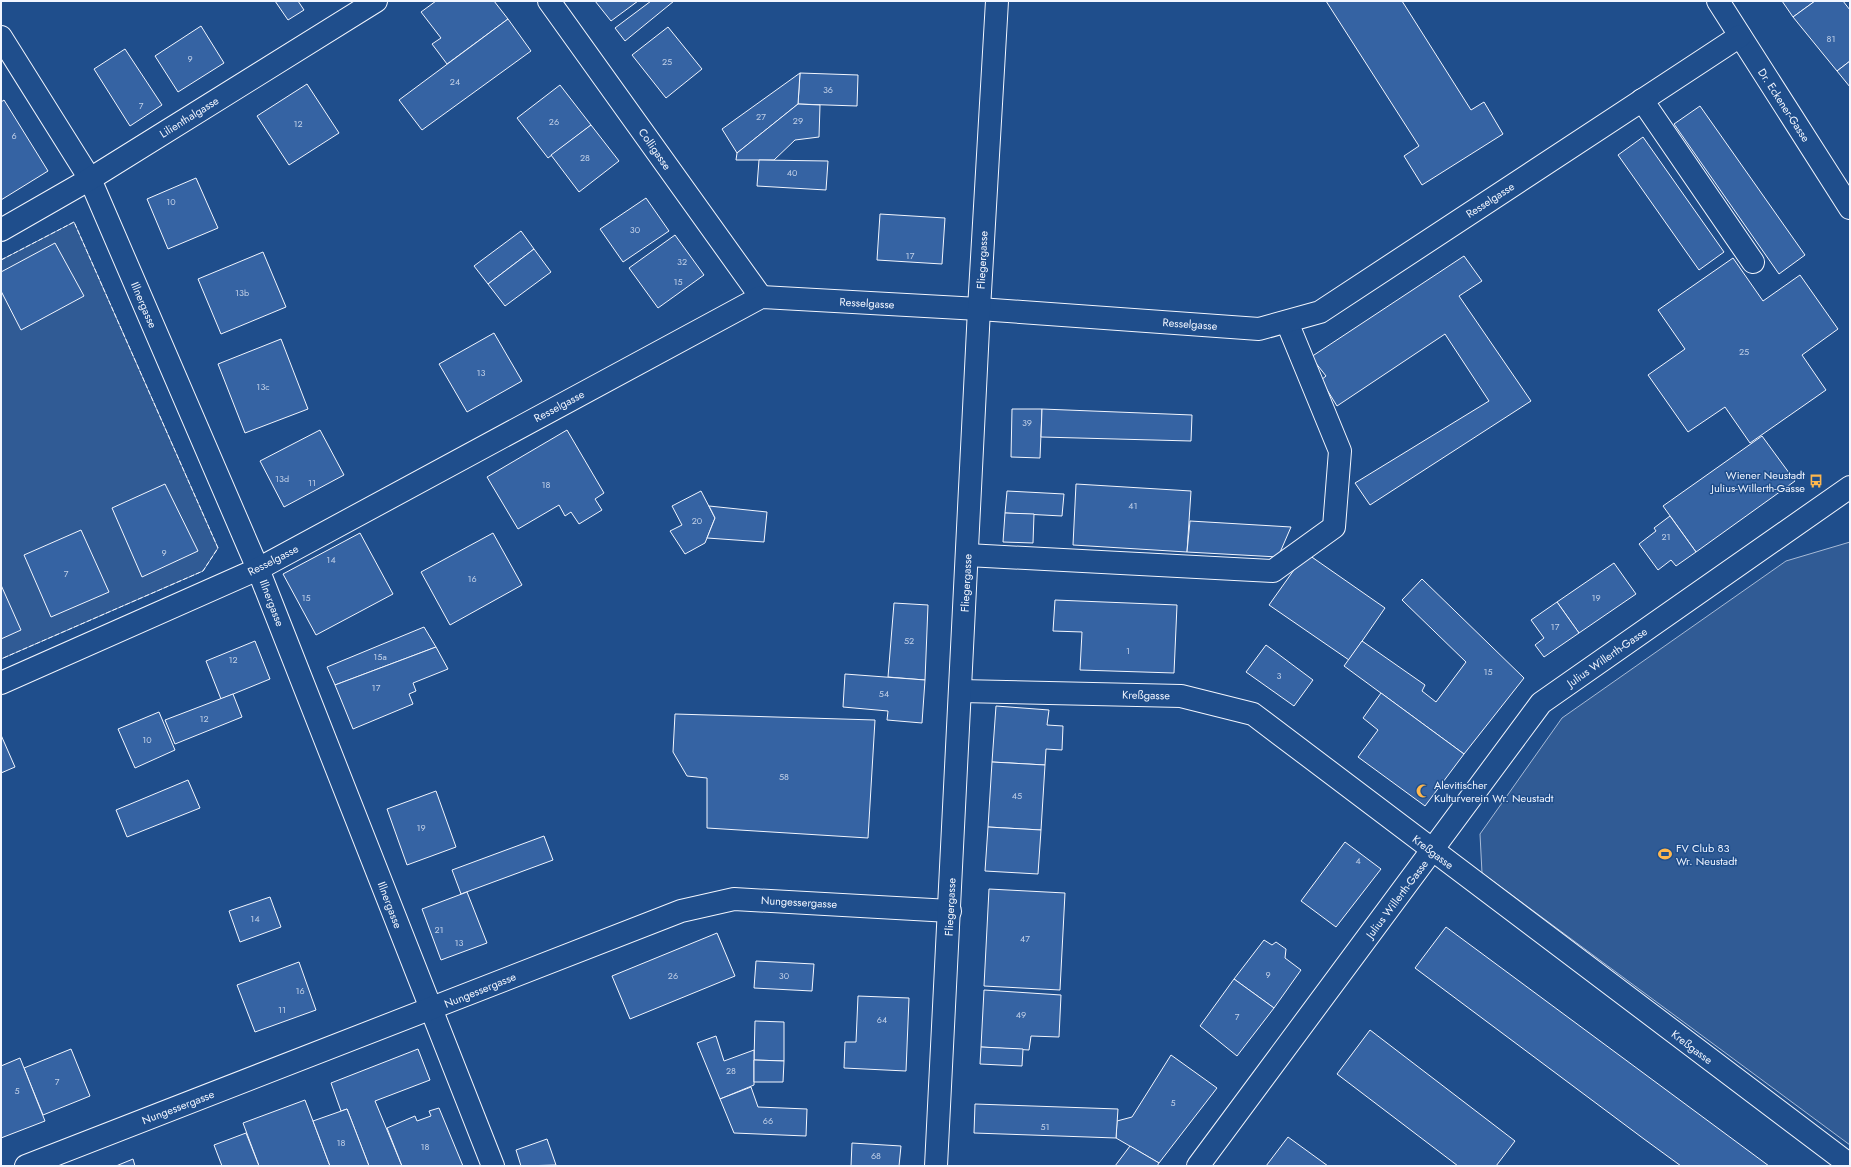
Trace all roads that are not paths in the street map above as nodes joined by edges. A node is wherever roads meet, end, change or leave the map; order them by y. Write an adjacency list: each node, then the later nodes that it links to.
1 (376, 1): 8 (street, Lilienthalgasse)
2 (549, 1): 12 (street, Colligasse)
3 (997, 1): 13 (street, Fliegergasse)
4 (1718, 1): 5 (street, Dr. Eckener-Gasse)
5 (1740, 36): 7 (street, Resselgasse); 9 (street, Dr. Eckener-Gasse)
6 (1, 37): 8 (street, Illnergasse)
7 (1642, 100): 11 (street); 14 (street, Resselgasse)
8 (90, 179): 10 (street, Lilienthalgasse); 17 (street, Illnergasse)
9 (1850, 208)
10 (1, 230)
11 (1753, 262)
12 (761, 298): 13 (street, Resselgasse); 17 (street, Resselgasse)
13 (979, 309): 14 (street, Resselgasse); 16 (street, Fliegergasse)
14 (1287, 322): 16 (street)
15 (1850, 487): 20 (street, Julius Willerth-Gasse)
16 (967, 555): 19 (street, Fliegergasse)
17 (258, 569): 18 (street, Resselgasse); 22 (street, Illnergasse)
18 (1, 683)
19 (960, 690): 20 (street, Kreßgasse); 21 (street, Fliegergasse)
20 (1433, 851): 26 (street, Julius Willerth-Gasse); 27 (street, Kreßgasse)
21 (950, 911): 22 (street, Nungessergasse); 25 (street, Fliegergasse)
22 (431, 1009): 23 (street, Nungessergasse); 24 (street, Illnergasse)
23 (26, 1166)
24 (493, 1166)
25 (936, 1166)
26 (1198, 1166)
27 (1850, 1166)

## DIRECTIONS
Set the material down exactly, images excluded.

## TASK OUTPUT
Trace all roads that are not paths in the street map above as nodes joined by edges. A node is wherever roads meet, end, change or leave the map; order them by y. Write an adjacency list: each node, then the later nodes that it links to.
1 (376, 1): 8 (street, Lilienthalgasse)
2 (549, 1): 12 (street, Colligasse)
3 (997, 1): 13 (street, Fliegergasse)
4 (1718, 1): 5 (street, Dr. Eckener-Gasse)
5 (1740, 36): 7 (street, Resselgasse); 9 (street, Dr. Eckener-Gasse)
6 (1, 37): 8 (street, Illnergasse)
7 (1642, 100): 11 (street); 14 (street, Resselgasse)
8 (90, 179): 10 (street, Lilienthalgasse); 17 (street, Illnergasse)
9 (1850, 208)
10 (1, 230)
11 (1753, 262)
12 (761, 298): 13 (street, Resselgasse); 17 (street, Resselgasse)
13 (979, 309): 14 (street, Resselgasse); 16 (street, Fliegergasse)
14 (1287, 322): 16 (street)
15 (1850, 487): 20 (street, Julius Willerth-Gasse)
16 (967, 555): 19 (street, Fliegergasse)
17 (258, 569): 18 (street, Resselgasse); 22 (street, Illnergasse)
18 (1, 683)
19 (960, 690): 20 (street, Kreßgasse); 21 (street, Fliegergasse)
20 (1433, 851): 26 (street, Julius Willerth-Gasse); 27 (street, Kreßgasse)
21 (950, 911): 22 (street, Nungessergasse); 25 (street, Fliegergasse)
22 (431, 1009): 23 (street, Nungessergasse); 24 (street, Illnergasse)
23 (26, 1166)
24 (493, 1166)
25 (936, 1166)
26 (1198, 1166)
27 (1850, 1166)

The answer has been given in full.